According to him, even the US at one point controlled population growth.
“As a result, they have raised life expectancy and an ageing population, hence they are now facing a severe problem of declining fertility rate,” he said. Dr Kinyondo who most recently worked as a principal research fellow at REPOA, explained that through the Diversity Visa Programme (Green Card), the US administration allows injection of up to 55,000 people into the country’s labour force annually. He therefore urged the government to take different measures including scaling up investments in order to trickle-down the effect that would be realised.

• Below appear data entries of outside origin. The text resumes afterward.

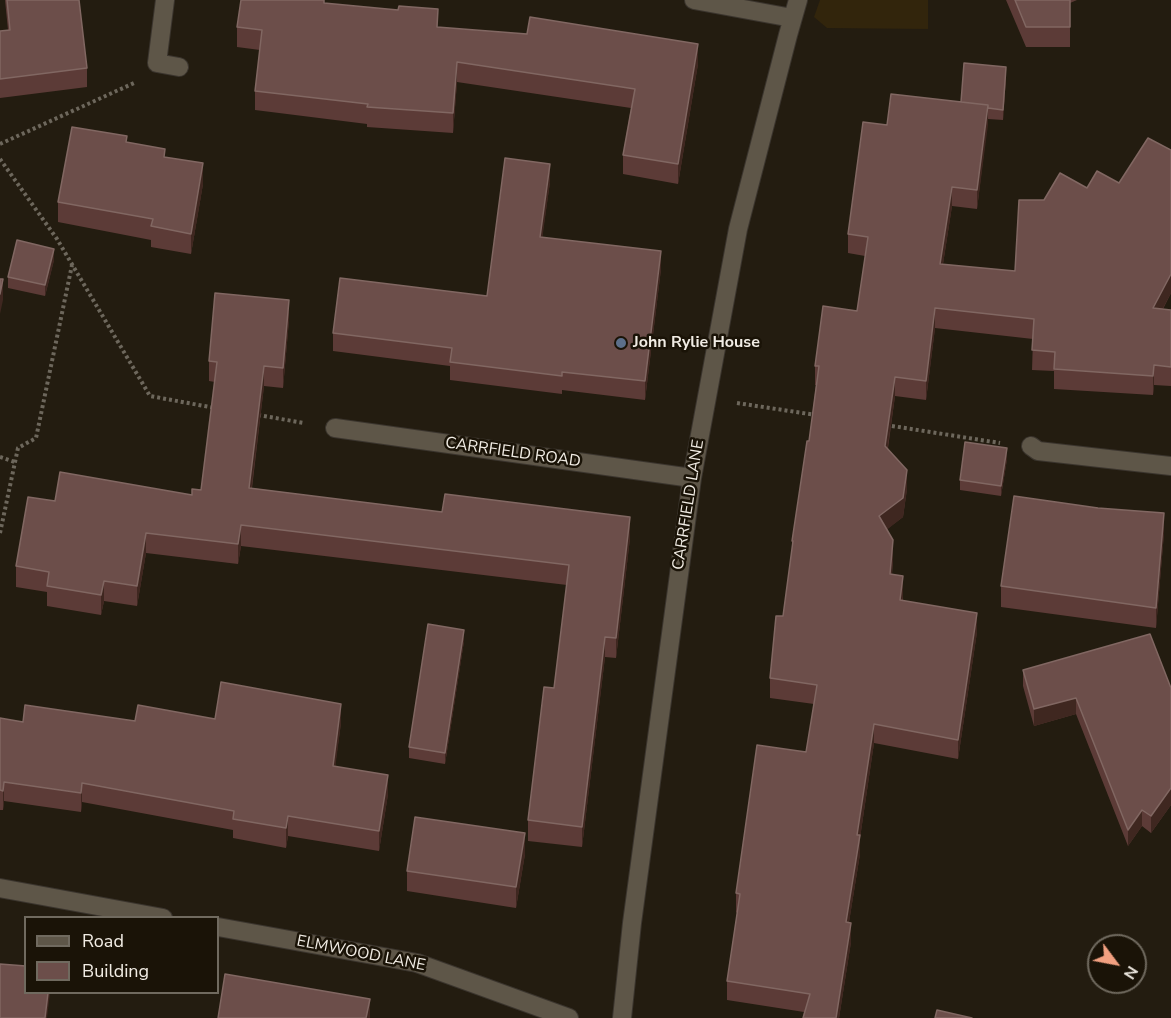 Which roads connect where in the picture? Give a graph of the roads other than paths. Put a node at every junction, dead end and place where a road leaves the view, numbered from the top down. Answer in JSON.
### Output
{"nodes":[{"id":1,"x":165,"y":0,"type":"edge"},
{"id":2,"x":694,"y":0,"type":"edge"},
{"id":3,"x":798,"y":0,"type":"edge"},
{"id":4,"x":792,"y":18,"type":"junction"},
{"id":5,"x":179,"y":67,"type":"dead end"},
{"id":6,"x":335,"y":428,"type":"road end"},
{"id":7,"x":1031,"y":446,"type":"road end"},
{"id":8,"x":1171,"y":466,"type":"edge"},
{"id":9,"x":692,"y":478,"type":"junction"},
{"id":10,"x":0,"y":888,"type":"edge"},
{"id":11,"x":152,"y":916,"type":"edge"},
{"id":12,"x":219,"y":927,"type":"edge"},
{"id":13,"x":569,"y":1018,"type":"edge"},
{"id":14,"x":622,"y":1018,"type":"edge"}],
"edges":[{"from":1,"to":5,"type":"street"},
{"from":2,"to":4,"type":"street"},
{"from":3,"to":4,"type":"street","name":"CARRFIELD LANE"},
{"from":4,"to":9,"type":"street","name":"CARRFIELD LANE"},
{"from":6,"to":9,"type":"street","name":"CARRFIELD ROAD"},
{"from":7,"to":8,"type":"street"},
{"from":9,"to":14,"type":"street","name":"CARRFIELD LANE"},
{"from":10,"to":11,"type":"street"},
{"from":12,"to":13,"type":"street","name":"ELMWOOD LANE"}]}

Furthermore, he suggested revamping the education system in order to prepare potential graduates in the employment market, reform the country’s financial policies, improve access to capital and reduce the widening gap between the rich and the poor.

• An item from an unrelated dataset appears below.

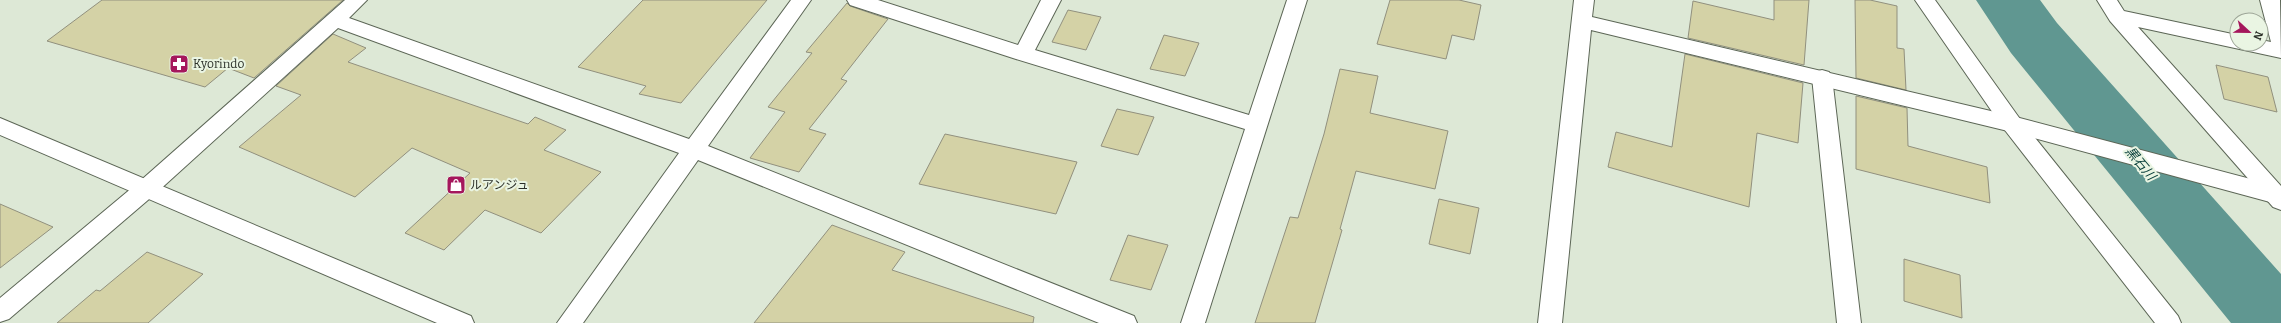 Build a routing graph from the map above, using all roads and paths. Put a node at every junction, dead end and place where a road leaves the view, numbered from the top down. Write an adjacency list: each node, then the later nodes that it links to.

Prof Haji Semboja of State University of Zanzibar (Suza) was of the view that the situation wasn’t as bad as others think.
“If we don’t have enough labour force, that is where the problem starts,” he said.
He added: “If you compare Tanzania and other countries, we are still on the safe side. We need to use population growth for the country’s benefits and reap wealth from the lucrative natural resources.”
He named some of the resources as land, minerals, forests, water bodies, noting that more investment is needed and the country has to make its intended growth.
Prof Semboja said stalled economic development was something that would turn population growth a ticking bomb, adding moreover that the world will not allow that to happen.
“Tanzania is for the world, if you don’t go with their pace then they will get your people and your country to be their solutions,” according to him.
Furthermore, he said being a net importer of wheat, cooking oil despite having the vast fertile land, Tanzania can turn things around and become a major exporter.
“The country’s system has failed. We don’t have suitable policies, legislations and vibrant institutions. Industrial Policies of 1999, don’t answer the current country demands,” he said.
“Tanzania has at least 22 percent of the worlds’ freshwater, but the mindset of its people remain in the rain fed agriculture despite enough water for irrigation purposes,” added Prof Semboja, suggesting the need for immediate change in order to make the country accommodate the said massive population growth.
For her part, Dr Mariam Hassan, an independent consultant said: “The relationship between population and economic growth is controversial. You need to link the increase in population, growth of per capita output and the overall economic growth.”
According to her, changes in population have huge implications on the pace and progress of economic development. For example, the proportion increase in the elderly population may pull back or slow down economic growth, because a small working population is required to produce enough to complement what was supposed to be produced by the non-working and dependents.
“The rise in life expectancy can also bolster the economy by creating a greater incentive to save and to invest in education, thereby strengthening the financial capital for investment and human capital that would strengthen the economy,” she said.
Furthermore, she said whenever a country experiences flourishing babies that is followed by a decline in fertility, the relative size of the workforce is increased.
“If Tanzania is able to absorb the baby boom generation into productive employment, it can experience a rapid increase in economic growth. But, if we are not able to take the opportunity to our advantage, we will face a risk of creating a large, chronically underemployed and increasingly restive working-age population.”